• WHAT TO WORK ON
Which lines in the records below contain the word "Dove"? Copy each one.

• GIVEN INFORMATION
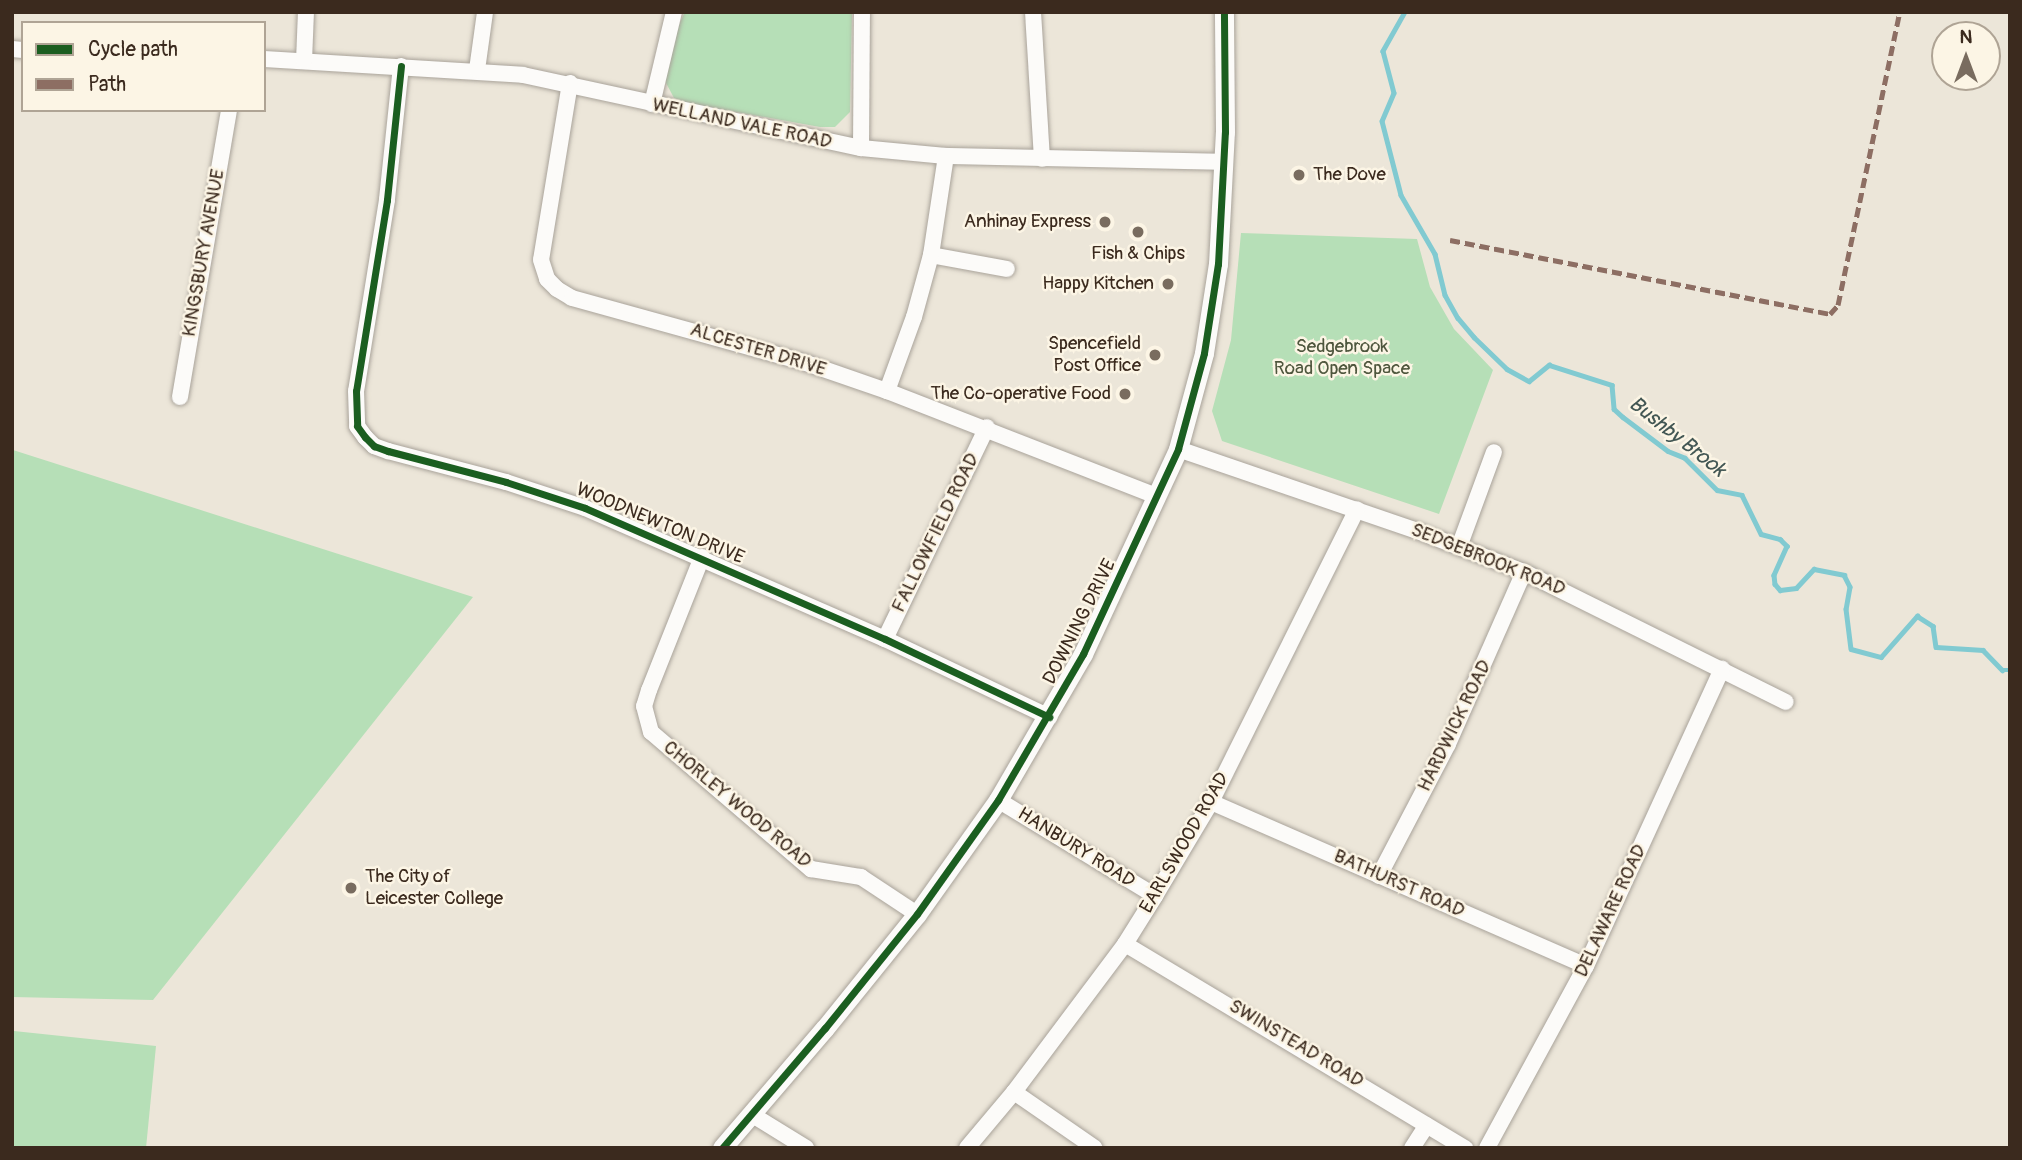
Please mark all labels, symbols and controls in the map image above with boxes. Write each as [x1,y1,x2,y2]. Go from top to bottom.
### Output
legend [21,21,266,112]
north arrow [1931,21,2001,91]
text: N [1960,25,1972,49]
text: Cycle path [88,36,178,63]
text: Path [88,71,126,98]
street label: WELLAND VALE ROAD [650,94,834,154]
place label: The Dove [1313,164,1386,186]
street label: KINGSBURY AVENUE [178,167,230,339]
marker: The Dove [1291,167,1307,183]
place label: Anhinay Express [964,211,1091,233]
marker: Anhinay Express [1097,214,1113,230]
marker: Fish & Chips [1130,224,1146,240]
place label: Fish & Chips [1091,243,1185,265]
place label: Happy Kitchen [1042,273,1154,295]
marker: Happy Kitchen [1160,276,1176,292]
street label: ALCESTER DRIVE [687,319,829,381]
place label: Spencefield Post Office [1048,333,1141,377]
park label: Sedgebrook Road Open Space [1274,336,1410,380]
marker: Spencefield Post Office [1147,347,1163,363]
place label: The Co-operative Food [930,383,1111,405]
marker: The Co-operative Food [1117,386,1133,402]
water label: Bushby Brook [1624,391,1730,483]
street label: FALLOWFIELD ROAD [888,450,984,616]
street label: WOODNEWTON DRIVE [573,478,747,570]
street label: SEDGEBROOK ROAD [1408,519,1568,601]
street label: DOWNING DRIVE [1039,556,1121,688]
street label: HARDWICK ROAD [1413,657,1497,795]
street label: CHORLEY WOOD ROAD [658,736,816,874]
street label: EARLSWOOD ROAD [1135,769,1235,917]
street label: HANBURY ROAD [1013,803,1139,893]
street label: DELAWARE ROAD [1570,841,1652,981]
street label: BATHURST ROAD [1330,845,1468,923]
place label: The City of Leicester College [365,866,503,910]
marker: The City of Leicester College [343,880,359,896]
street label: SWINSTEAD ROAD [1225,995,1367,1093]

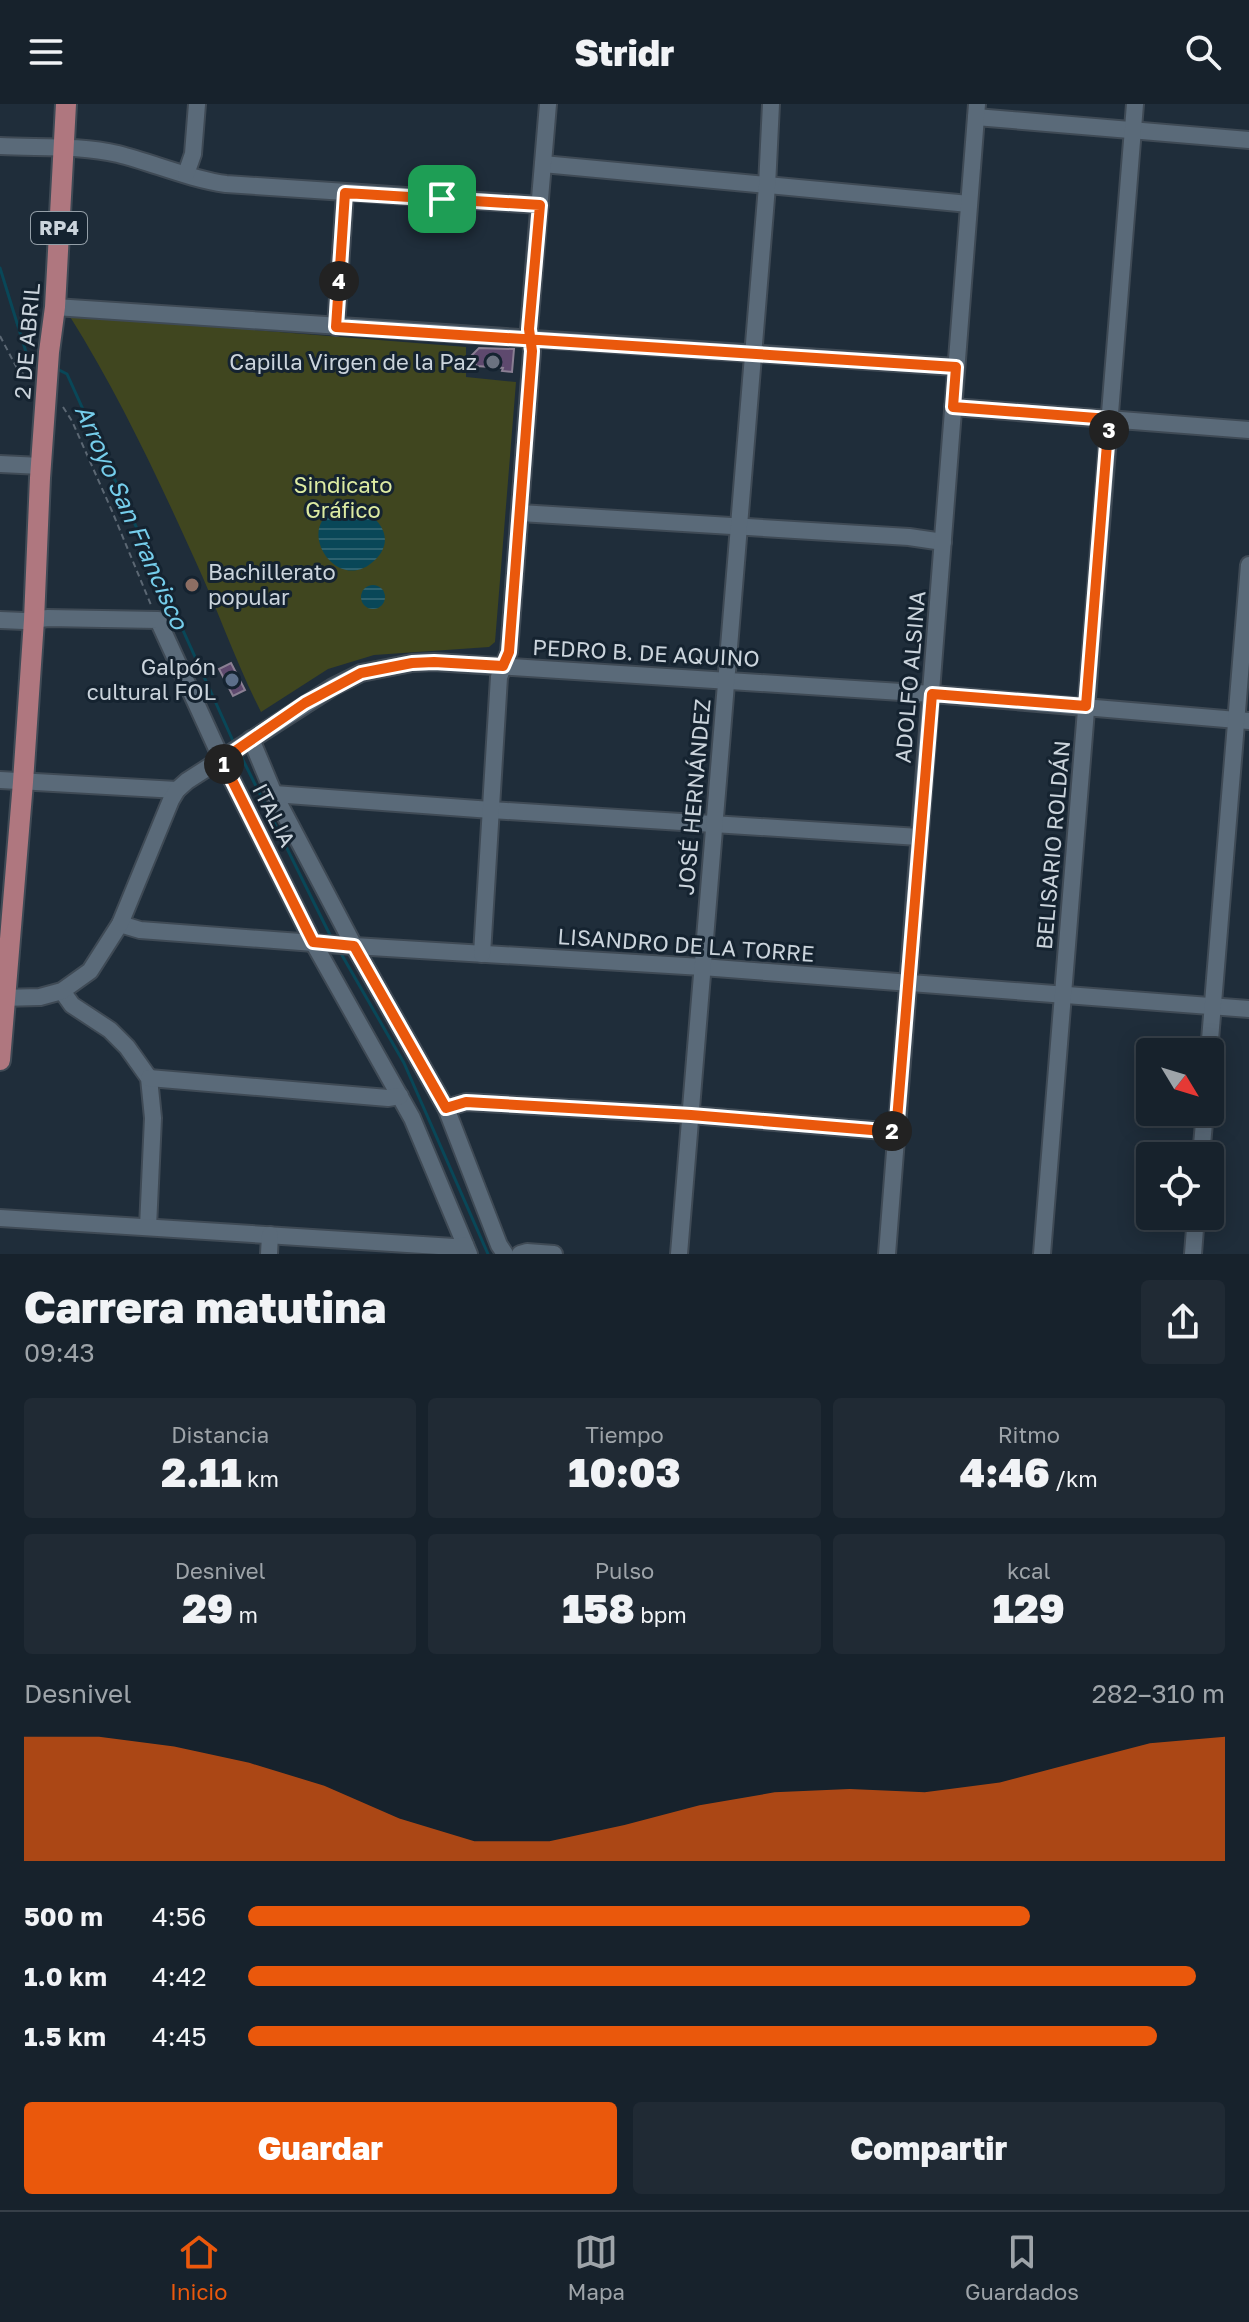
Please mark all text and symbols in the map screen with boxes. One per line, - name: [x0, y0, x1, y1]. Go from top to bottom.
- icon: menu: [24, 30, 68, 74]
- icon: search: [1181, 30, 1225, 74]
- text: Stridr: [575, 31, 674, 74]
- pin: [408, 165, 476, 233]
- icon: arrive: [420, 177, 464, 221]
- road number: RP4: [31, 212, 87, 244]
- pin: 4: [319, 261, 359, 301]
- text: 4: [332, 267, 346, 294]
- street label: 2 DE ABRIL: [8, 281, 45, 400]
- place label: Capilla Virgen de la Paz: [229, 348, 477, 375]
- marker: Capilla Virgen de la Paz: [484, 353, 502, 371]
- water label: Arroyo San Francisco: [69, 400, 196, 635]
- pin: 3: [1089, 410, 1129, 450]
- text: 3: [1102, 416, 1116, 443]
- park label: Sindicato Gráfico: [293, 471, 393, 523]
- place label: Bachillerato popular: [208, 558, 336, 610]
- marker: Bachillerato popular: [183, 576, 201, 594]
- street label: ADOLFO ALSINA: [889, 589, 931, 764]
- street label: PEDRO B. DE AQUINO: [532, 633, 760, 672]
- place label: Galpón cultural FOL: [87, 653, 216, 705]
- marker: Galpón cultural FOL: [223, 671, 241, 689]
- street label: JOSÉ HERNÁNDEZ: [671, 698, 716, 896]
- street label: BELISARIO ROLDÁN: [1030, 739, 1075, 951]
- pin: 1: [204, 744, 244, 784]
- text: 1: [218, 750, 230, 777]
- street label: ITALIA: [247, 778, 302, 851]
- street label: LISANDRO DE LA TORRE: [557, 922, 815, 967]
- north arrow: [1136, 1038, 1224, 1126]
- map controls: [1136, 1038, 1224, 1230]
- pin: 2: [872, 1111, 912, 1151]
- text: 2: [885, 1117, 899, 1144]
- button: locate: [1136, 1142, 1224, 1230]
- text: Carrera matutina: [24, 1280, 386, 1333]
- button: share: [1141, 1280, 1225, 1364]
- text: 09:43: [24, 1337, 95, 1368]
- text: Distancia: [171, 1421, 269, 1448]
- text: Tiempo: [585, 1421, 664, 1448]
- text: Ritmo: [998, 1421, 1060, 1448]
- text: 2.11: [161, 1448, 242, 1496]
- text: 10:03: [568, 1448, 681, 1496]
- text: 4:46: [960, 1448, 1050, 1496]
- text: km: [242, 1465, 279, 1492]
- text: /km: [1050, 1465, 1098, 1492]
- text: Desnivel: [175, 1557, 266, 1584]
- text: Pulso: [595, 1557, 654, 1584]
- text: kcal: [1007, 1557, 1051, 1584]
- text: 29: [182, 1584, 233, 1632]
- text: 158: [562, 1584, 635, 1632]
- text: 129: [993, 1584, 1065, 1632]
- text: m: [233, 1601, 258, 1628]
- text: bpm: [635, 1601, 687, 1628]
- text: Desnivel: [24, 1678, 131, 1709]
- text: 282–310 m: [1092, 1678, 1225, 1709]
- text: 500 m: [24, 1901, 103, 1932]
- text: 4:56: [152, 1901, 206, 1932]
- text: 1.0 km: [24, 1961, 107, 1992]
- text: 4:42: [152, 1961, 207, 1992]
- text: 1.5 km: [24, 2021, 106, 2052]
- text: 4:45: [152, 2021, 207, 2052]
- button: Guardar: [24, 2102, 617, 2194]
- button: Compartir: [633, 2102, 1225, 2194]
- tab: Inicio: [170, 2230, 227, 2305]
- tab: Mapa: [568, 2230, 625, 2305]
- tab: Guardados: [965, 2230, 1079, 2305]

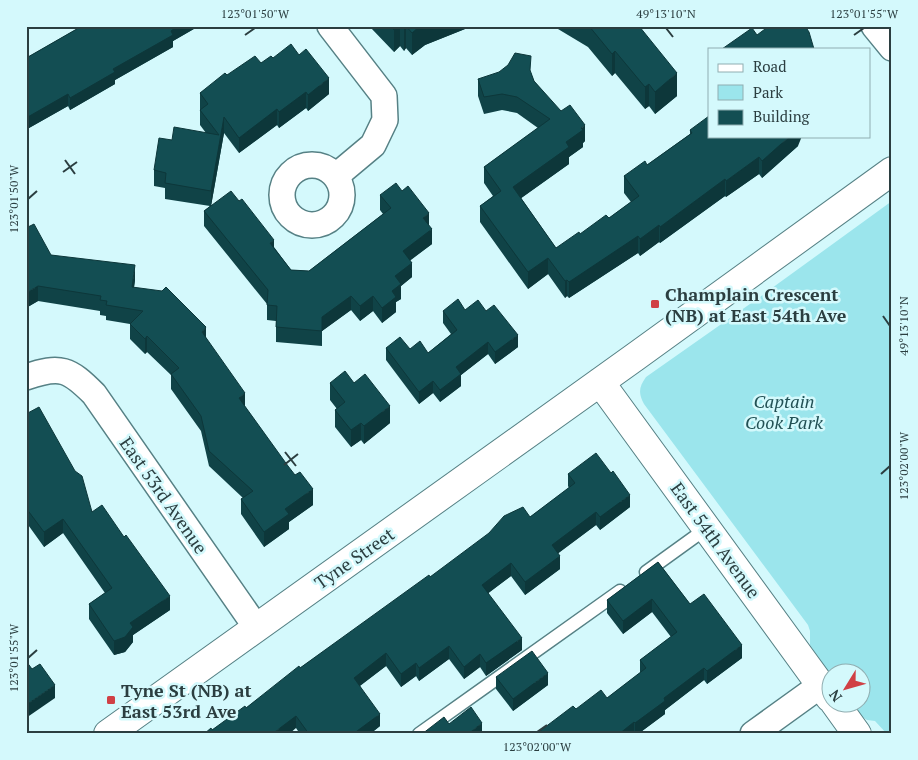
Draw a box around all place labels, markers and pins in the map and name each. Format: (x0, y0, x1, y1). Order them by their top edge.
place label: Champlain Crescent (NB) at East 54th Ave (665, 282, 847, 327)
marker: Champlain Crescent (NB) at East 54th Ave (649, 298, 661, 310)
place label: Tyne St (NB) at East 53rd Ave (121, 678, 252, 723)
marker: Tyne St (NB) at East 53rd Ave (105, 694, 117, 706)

• ANSWER
place label: The Dove [1313,164,1386,186]
marker: The Dove [1291,167,1307,183]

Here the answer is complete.